--- Data in this exercise Enclosed Below ---

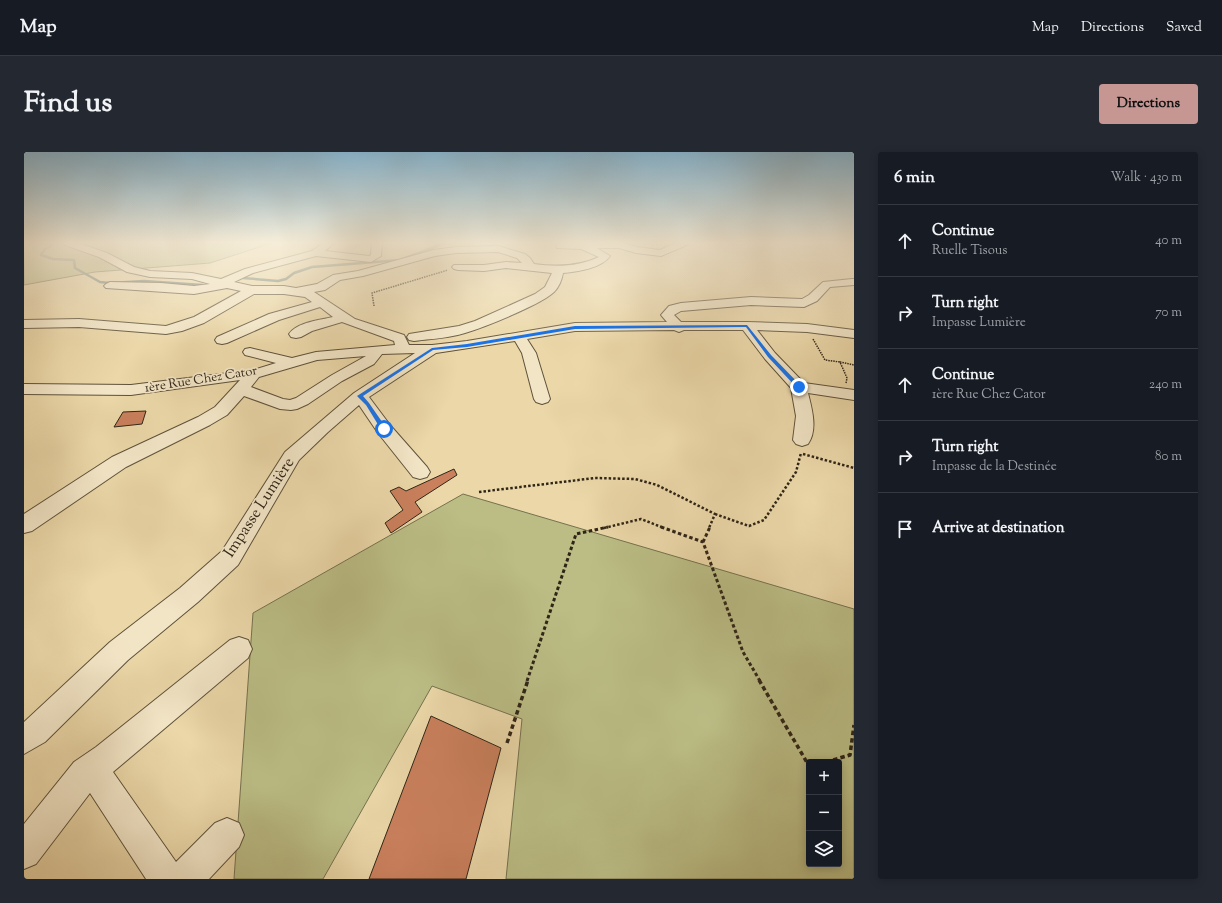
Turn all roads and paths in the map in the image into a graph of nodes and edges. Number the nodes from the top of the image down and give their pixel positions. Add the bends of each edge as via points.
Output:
1 (196, 277) edge
2 (236, 277) edge
3 (338, 277) edge
4 (427, 277) edge
5 (557, 277) edge
6 (852, 282) dead end
7 (223, 283) junction
8 (110, 286) dead end
9 (252, 290) junction
10 (299, 292) junction
11 (321, 303) junction
12 (374, 306) dead end
13 (343, 318) junction
14 (24, 324) edge
15 (747, 326) junction
16 (679, 328) junction
17 (807, 328) junction
18 (296, 334) dead end
19 (854, 334) edge
20 (519, 337) junction
21 (222, 340) dead end
22 (401, 344) junction
23 (432, 349) junction
24 (378, 350) junction
25 (250, 352) dead end
26 (289, 362) junction
27 (840, 362) junction
28 (854, 364) edge
29 (254, 374) junction
30 (799, 387) junction
31 (24, 388) edge
32 (241, 389) junction
33 (850, 395) edge
34 (360, 396) junction
35 (542, 399) dead end
36 (802, 446) junction
37 (854, 468) edge
38 (420, 472) dead end
39 (479, 492) dead end
40 (715, 514) junction
41 (24, 525) edge
42 (702, 542) junction
43 (239, 649) dead end
44 (854, 725) edge
45 (24, 739) edge
46 (507, 743) dead end
47 (836, 759) edge
48 (806, 761) edge
49 (92, 768) junction
50 (227, 835) dead end
51 (24, 852) edge
52 (167, 879) edge
53 (184, 879) edge

1 - 7 street
2 - 7 street
3 - 10 street via 320,288
4 - 12 path via 372,293
5 - 22 street via 550,289 539,297 480,324
6 - 16 street via 827,284 804,303 751,301 681,307 667,315
7 - 8 street via 194,290
7 - 9 street
9 - 10 street
9 - 14 street via 176,329 79,323
10 - 11 street via 309,294
11 - 13 street
11 - 21 street via 274,317
13 - 18 street via 307,328
13 - 22 street
15 - 16 street, 1ère Rue Chez Cator
15 - 17 street, 1ère Rue Chez Cator
15 - 30 street
16 - 20 street, 1ère Rue Chez Cator via 575,328
17 - 19 street, 1ère Rue Chez Cator
17 - 27 path via 825,360
20 - 23 street, 1ère Rue Chez Cator
20 - 35 street via 529,353
22 - 23 street, 1ère Rue Chez Cator
22 - 24 street, 1ère Rue Chez Cator
23 - 34 street, Impasse Lumière
24 - 26 street, 1ère Rue Chez Cator via 316,356
24 - 32 street via 369,361 337,378 302,402 280,404
25 - 26 street
26 - 29 street, 1ère Rue Chez Cator
27 - 28 path
27 - 33 path via 847,378
29 - 31 street, 1ère Rue Chez Cator via 131,390
29 - 32 street
30 - 33 street
30 - 36 street via 805,416
32 - 41 street via 221,411 119,462
34 - 38 street
34 - 45 street, Impasse Lumière via 292,456 230,558 189,596 119,650 35,732
36 - 37 path
36 - 40 path via 796,472 764,520 749,526
39 - 40 path via 588,479 635,479 657,485
40 - 42 path
42 - 46 path via 640,519 576,534
42 - 48 path via 743,652
43 - 49 street
44 - 47 path via 850,755
49 - 51 street via 85,773
49 - 52 street
50 - 53 street

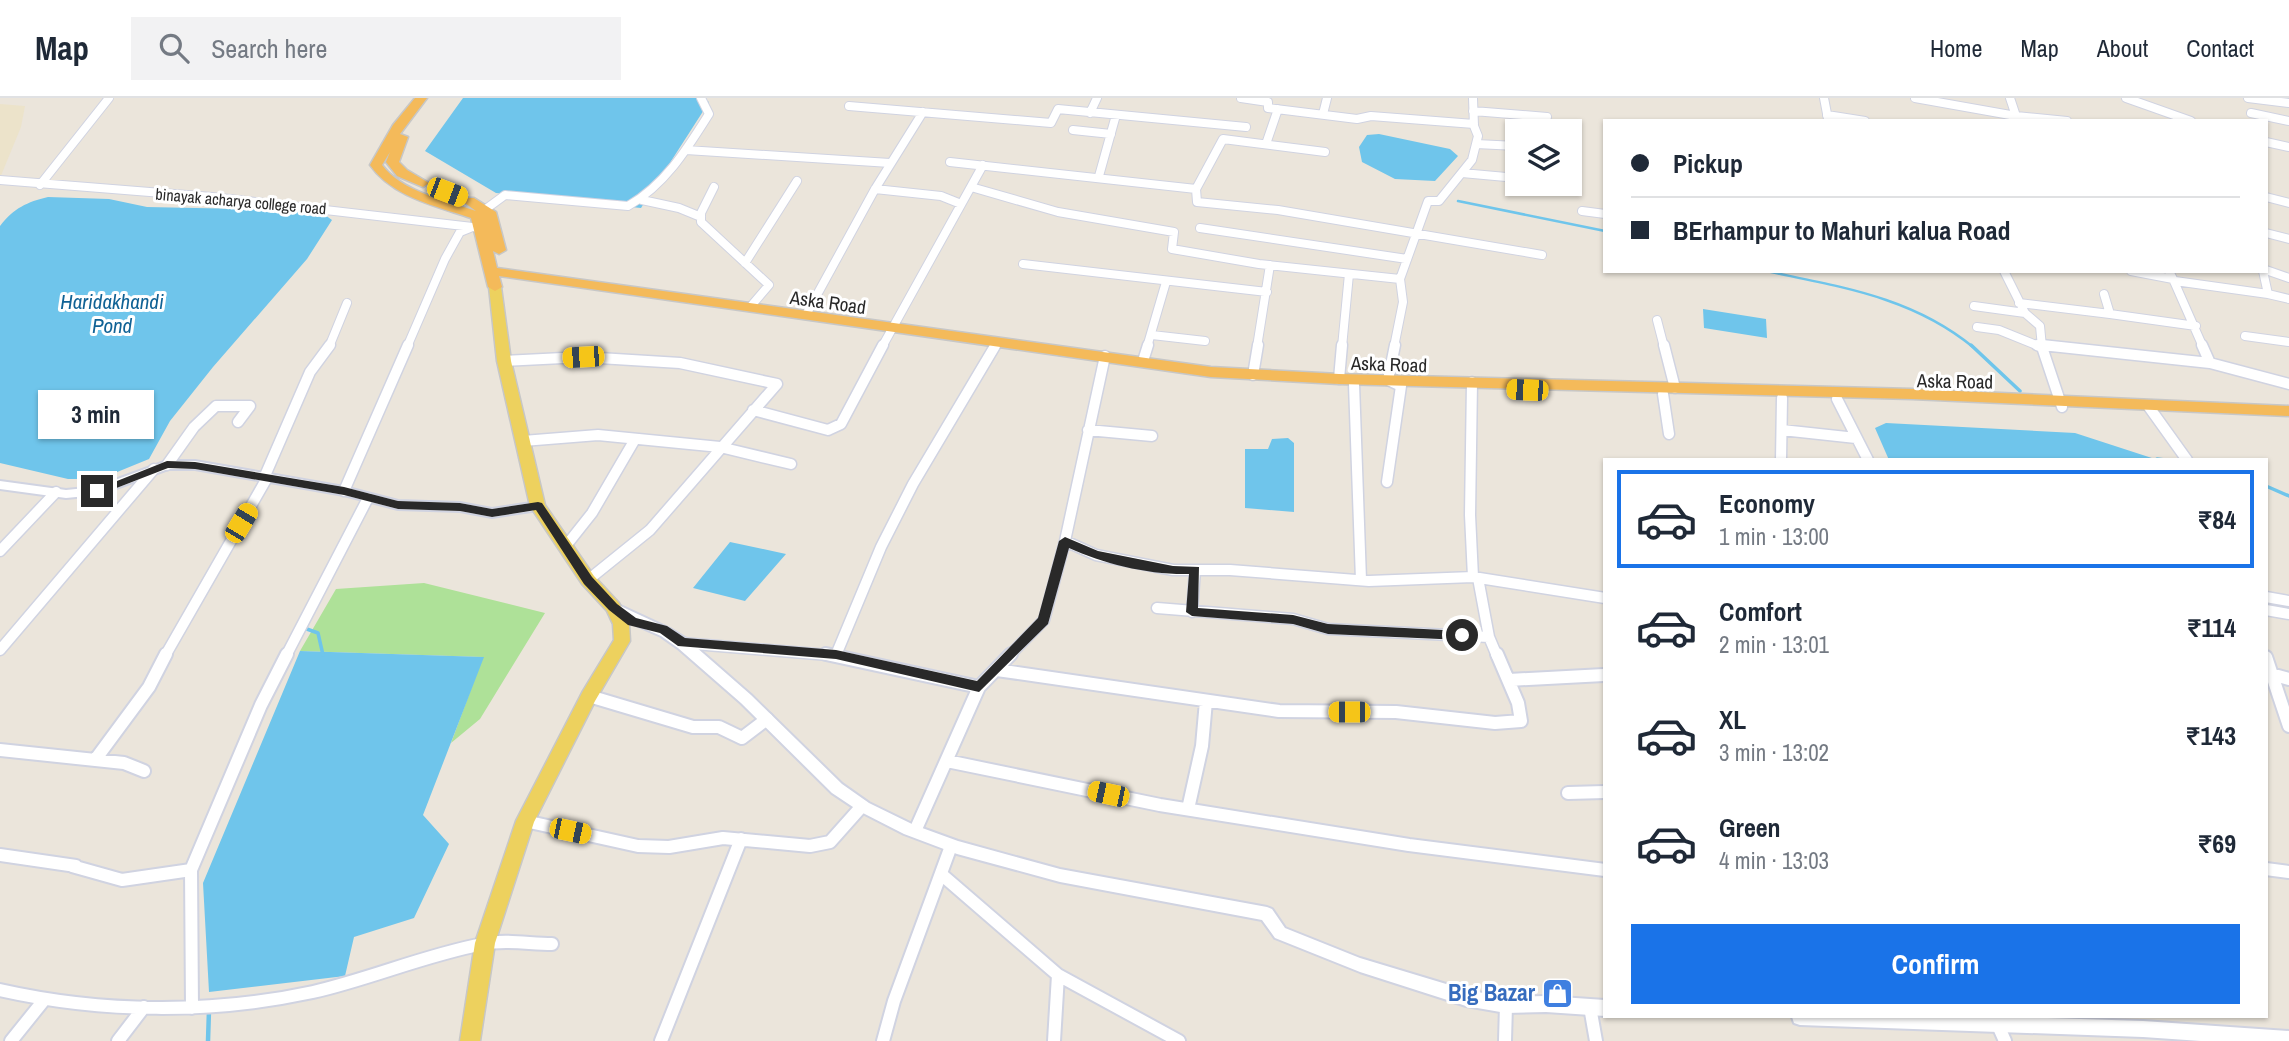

--- End of Enclosed Data in this exercise ---

Activity: Check each line above for the word "Cator" and copy the ones that have it.

Problem solution:
15 - 16 street, 1ère Rue Chez Cator
15 - 17 street, 1ère Rue Chez Cator
16 - 20 street, 1ère Rue Chez Cator via 575,328
17 - 19 street, 1ère Rue Chez Cator
20 - 23 street, 1ère Rue Chez Cator
22 - 23 street, 1ère Rue Chez Cator
22 - 24 street, 1ère Rue Chez Cator
24 - 26 street, 1ère Rue Chez Cator via 316,356
26 - 29 street, 1ère Rue Chez Cator
29 - 31 street, 1ère Rue Chez Cator via 131,390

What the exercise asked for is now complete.